» **How to complete this task**
Filtering the records below, copy only those lines that include the word "main".
┏━━
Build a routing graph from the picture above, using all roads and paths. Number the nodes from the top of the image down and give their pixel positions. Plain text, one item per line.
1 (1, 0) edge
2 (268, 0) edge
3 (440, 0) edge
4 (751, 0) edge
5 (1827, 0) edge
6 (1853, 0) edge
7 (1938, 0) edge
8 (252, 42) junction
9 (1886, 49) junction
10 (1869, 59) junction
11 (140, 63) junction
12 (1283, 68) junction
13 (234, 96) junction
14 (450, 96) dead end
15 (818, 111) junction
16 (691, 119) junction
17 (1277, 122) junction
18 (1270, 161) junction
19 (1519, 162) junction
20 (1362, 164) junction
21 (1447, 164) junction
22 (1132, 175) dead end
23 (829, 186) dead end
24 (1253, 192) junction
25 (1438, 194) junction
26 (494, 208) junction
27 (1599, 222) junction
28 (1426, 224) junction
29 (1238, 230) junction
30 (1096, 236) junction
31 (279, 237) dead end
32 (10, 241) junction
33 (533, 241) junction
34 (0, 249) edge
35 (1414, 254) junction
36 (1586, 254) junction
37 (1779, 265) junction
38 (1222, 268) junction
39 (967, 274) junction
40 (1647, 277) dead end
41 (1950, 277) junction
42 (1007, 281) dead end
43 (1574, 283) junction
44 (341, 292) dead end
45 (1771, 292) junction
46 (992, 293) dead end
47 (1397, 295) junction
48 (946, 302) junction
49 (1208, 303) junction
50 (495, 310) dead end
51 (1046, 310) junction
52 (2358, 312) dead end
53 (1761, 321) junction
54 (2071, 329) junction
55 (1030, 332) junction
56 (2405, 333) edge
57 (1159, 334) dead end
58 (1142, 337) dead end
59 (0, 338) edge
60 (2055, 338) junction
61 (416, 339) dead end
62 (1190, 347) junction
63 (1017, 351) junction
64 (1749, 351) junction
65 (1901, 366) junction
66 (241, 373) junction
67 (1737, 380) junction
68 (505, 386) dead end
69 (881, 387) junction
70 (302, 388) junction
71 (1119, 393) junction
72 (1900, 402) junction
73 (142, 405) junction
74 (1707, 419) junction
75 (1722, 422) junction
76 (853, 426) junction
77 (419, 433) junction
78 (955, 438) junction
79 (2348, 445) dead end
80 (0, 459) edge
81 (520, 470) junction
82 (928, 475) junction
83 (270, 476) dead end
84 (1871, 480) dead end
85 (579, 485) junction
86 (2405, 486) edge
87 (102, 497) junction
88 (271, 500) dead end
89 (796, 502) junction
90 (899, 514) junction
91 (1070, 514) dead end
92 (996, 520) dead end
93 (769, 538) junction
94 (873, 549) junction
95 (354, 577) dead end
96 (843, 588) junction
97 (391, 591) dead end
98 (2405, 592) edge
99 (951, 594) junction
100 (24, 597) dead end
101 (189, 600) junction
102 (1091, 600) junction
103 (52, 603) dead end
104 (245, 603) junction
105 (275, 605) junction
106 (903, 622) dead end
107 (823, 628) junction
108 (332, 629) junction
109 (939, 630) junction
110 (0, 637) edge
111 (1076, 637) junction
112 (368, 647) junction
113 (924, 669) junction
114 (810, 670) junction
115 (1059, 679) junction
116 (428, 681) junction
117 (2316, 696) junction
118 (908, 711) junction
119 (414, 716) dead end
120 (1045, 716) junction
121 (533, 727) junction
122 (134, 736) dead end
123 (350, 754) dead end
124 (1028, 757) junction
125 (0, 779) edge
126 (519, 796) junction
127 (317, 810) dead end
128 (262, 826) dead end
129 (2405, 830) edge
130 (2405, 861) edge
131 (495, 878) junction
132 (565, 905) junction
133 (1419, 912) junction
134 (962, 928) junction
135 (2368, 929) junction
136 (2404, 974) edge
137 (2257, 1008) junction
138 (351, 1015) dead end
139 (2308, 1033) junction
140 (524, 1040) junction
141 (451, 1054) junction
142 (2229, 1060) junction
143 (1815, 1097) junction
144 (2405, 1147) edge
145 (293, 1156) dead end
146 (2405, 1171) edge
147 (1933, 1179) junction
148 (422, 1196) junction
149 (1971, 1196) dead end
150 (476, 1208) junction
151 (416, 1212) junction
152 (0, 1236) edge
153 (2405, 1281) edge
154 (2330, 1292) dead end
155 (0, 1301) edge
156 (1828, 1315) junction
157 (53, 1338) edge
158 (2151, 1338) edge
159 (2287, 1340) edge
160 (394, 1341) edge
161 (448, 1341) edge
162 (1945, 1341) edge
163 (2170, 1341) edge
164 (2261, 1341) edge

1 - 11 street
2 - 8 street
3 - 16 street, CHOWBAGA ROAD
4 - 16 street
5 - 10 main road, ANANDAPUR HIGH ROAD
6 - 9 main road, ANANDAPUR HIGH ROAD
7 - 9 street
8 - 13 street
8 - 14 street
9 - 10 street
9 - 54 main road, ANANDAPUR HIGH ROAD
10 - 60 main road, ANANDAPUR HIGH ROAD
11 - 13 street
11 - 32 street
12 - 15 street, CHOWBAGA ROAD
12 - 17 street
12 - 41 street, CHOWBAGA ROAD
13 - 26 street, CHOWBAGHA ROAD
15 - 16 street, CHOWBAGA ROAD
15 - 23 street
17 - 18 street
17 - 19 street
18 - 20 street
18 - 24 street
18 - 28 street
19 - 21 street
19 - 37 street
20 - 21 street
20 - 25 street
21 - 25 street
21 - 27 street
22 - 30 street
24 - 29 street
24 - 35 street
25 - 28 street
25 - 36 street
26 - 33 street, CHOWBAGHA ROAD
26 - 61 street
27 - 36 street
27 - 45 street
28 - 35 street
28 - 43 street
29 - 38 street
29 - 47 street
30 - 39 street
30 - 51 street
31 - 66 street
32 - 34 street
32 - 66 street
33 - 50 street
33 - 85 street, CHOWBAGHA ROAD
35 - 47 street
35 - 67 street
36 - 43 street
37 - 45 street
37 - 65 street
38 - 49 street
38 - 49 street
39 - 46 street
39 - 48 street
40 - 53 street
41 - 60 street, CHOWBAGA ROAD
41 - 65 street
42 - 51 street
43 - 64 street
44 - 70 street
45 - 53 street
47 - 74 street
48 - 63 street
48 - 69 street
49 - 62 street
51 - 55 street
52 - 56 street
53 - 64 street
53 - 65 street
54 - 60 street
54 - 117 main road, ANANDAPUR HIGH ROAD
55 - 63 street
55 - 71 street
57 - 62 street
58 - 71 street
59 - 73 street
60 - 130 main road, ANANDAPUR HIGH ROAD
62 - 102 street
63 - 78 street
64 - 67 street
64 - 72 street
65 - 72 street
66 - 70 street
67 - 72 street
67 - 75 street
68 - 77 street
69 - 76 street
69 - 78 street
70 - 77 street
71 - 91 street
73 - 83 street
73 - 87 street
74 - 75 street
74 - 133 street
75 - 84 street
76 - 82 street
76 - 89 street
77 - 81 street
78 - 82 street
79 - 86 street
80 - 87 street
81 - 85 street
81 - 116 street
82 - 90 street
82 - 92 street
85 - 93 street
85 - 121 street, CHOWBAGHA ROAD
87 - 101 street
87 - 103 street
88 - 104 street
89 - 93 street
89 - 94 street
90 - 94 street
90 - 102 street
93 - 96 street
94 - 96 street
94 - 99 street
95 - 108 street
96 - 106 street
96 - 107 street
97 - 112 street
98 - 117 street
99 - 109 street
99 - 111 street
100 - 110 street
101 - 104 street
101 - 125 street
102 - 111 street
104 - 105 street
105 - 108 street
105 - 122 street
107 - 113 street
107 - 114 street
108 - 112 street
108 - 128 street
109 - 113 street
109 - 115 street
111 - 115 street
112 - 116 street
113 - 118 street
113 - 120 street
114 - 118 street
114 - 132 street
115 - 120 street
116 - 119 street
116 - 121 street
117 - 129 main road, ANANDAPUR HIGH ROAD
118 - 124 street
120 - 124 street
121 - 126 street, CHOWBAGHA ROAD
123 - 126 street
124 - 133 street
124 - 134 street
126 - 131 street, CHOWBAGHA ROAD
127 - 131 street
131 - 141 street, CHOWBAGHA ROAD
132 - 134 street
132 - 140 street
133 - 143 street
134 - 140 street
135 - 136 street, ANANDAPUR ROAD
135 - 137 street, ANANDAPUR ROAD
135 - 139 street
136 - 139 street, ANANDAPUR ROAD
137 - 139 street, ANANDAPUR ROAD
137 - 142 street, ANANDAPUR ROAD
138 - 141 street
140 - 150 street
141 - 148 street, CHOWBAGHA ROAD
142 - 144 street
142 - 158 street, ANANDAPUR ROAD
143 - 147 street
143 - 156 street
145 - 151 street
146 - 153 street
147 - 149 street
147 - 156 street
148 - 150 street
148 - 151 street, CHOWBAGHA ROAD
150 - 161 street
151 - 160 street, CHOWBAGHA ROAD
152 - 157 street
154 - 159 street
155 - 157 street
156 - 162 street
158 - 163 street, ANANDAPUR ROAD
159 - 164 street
┗━━
» **Answer to the problem**
5 - 10 main road, ANANDAPUR HIGH ROAD
6 - 9 main road, ANANDAPUR HIGH ROAD
9 - 54 main road, ANANDAPUR HIGH ROAD
10 - 60 main road, ANANDAPUR HIGH ROAD
54 - 117 main road, ANANDAPUR HIGH ROAD
60 - 130 main road, ANANDAPUR HIGH ROAD
117 - 129 main road, ANANDAPUR HIGH ROAD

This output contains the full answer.